| WHAT YOU NEED TO DO |
In the records that follow, show each line where the word "国分寺太田上町線" is present.
(INPUT)
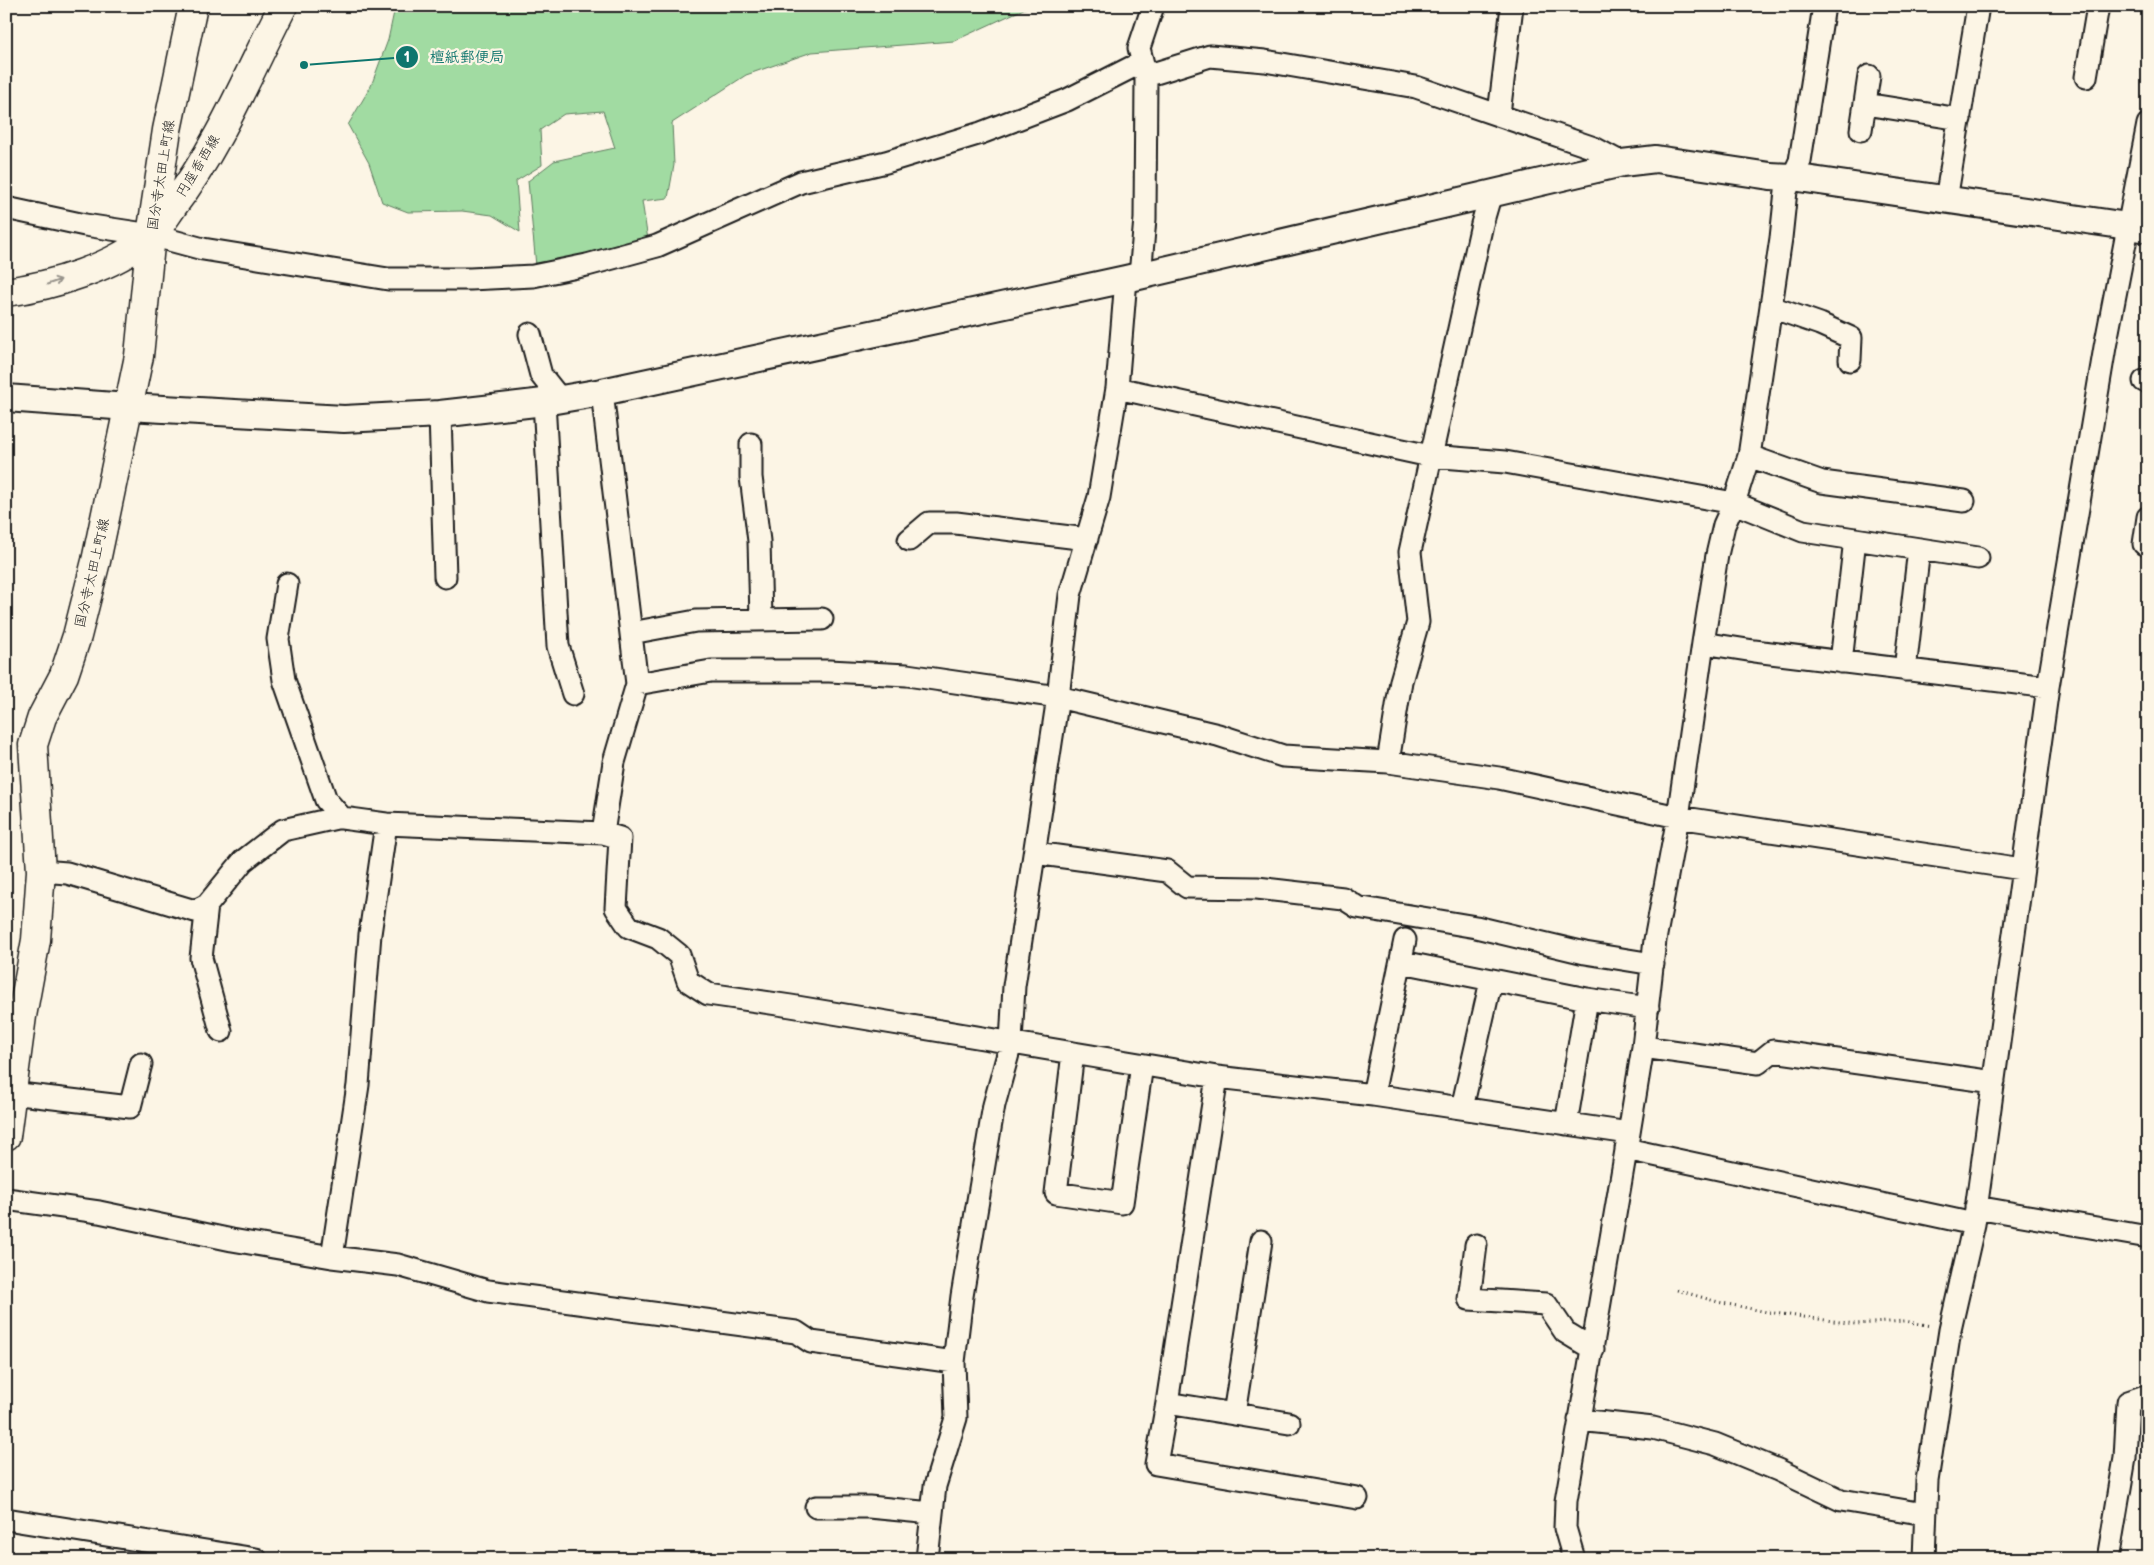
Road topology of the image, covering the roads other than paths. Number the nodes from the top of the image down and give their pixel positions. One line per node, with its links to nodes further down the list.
1 (194, 6): 22 (main road, 国分寺太田上町線)
2 (283, 6): 22 (main road, 円座香西線)
3 (1153, 6): 8 (street)
4 (1512, 6): 12 (street)
5 (1824, 6): 17 (street)
6 (1978, 6): 13 (street)
7 (2098, 6): 10 (street)
8 (1144, 69): 12 (street); 22 (street); 23 (street)
9 (1869, 76): 11 (street)
10 (2086, 77)
11 (1865, 104): 13 (street); 15 (street)
12 (1499, 114): 16 (street)
13 (1960, 119): 19 (street)
14 (2148, 124): 21 (street)
15 (1862, 130)
16 (1622, 163): 17 (street); 18 (street)
17 (1792, 177): 19 (street); 25 (street)
18 (1491, 193): 23 (street); 35 (street)
19 (1946, 200): 21 (street)
20 (6, 208): 22 (street)
21 (2138, 227): 55 (street)
22 (151, 235): 24 (main road, 円座香西線, one-way to 22); 32 (main road, 国分寺太田上町線)
23 (1133, 277): 28 (street); 29 (street)
24 (6, 292)
25 (1771, 307): 27 (street); 36 (street)
26 (530, 334): 31 (street)
27 (1850, 360)
28 (1117, 388): 35 (street); 40 (street)
29 (602, 392): 31 (street); 50 (street)
30 (6, 398): 32 (street)
31 (552, 400): 33 (street); 56 (street)
32 (128, 408): 33 (street); 65 (main road, 国分寺太田上町線)
33 (440, 414): 46 (street)
34 (751, 444): 48 (street)
35 (1430, 456): 38 (street); 58 (street)
36 (1749, 456): 37 (street); 38 (street)
37 (1964, 502)
38 (1734, 503): 41 (street); 51 (street)
39 (2148, 518): 43 (street)
40 (1087, 539): 42 (street); 57 (street)
41 (1855, 539): 44 (street); 52 (street)
42 (909, 540)
43 (2144, 544)
44 (1919, 549): 45 (street); 53 (street)
45 (1978, 558)
46 (445, 577)
47 (287, 584): 59 (street)
48 (761, 619): 49 (street); 50 (street)
49 (822, 619)
50 (630, 633): 54 (street)
51 (1703, 643): 52 (street); 60 (street)
52 (1841, 662): 53 (street)
53 (1905, 670): 55 (street)
54 (637, 684): 57 (street); 62 (street)
55 (2048, 687): 64 (street)
56 (573, 694)
57 (1058, 697): 58 (street); 63 (street)
58 (1388, 762): 60 (street)
59 (341, 817): 61 (street); 66 (street)
60 (1678, 817): 64 (street); 69 (street)
61 (386, 824): 62 (street); 92 (street)
62 (603, 833): 74 (street)
63 (1035, 853): 69 (street); 74 (street)
64 (2022, 869): 80 (street)
65 (41, 871): 66 (street); 81 (main road, 国分寺太田上町線)
66 (207, 905): 73 (street)
67 (1405, 940): 68 (street)
68 (1402, 962): 70 (street); 82 (street)
69 (1653, 964): 72 (street)
70 (1491, 981): 71 (street); 83 (street)
71 (1587, 999): 72 (street); 84 (street)
72 (1648, 1008): 75 (street)
73 (220, 1031)
74 (1011, 1043): 76 (street); 94 (street)
75 (1643, 1046): 80 (street); 86 (street)
76 (1073, 1053): 78 (street); 78 (street)
77 (141, 1064): 81 (street)
78 (1142, 1064): 79 (street)
79 (1217, 1077): 82 (street); 96 (street)
80 (1994, 1082): 88 (street)
81 (11, 1093): 85 (main road, 国分寺太田上町線)
82 (1373, 1095): 83 (street)
83 (1462, 1108): 84 (street)
84 (1566, 1124): 86 (street)
85 (6, 1136)
86 (1628, 1141): 88 (street); 93 (street)
87 (6, 1200): 92 (street)
88 (1975, 1216): 89 (street); 103 (street)
89 (2148, 1237)
90 (1261, 1241): 97 (street)
91 (1476, 1245): 93 (street)
92 (332, 1257): 94 (street)
93 (1593, 1349): 98 (street)
94 (954, 1362): 102 (street)
95 (2148, 1395): 109 (street)
96 (1167, 1403): 97 (street); 100 (street)
97 (1234, 1414): 99 (street)
98 (1579, 1420): 103 (street); 107 (street)
99 (1289, 1422)
100 (1357, 1498)
101 (816, 1507): 102 (street)
102 (932, 1513): 106 (street)
103 (1926, 1514): 108 (street)
104 (6, 1519): 105 (street)
105 (256, 1559)
106 (927, 1559)
107 (1574, 1559)
108 (1924, 1559)
109 (2108, 1559)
(End INPUT)
| WRITTEN RESPONSE |
1 (194, 6): 22 (main road, 国分寺太田上町線)
22 (151, 235): 24 (main road, 円座香西線, one-way to 22); 32 (main road, 国分寺太田上町線)
32 (128, 408): 33 (street); 65 (main road, 国分寺太田上町線)
65 (41, 871): 66 (street); 81 (main road, 国分寺太田上町線)
81 (11, 1093): 85 (main road, 国分寺太田上町線)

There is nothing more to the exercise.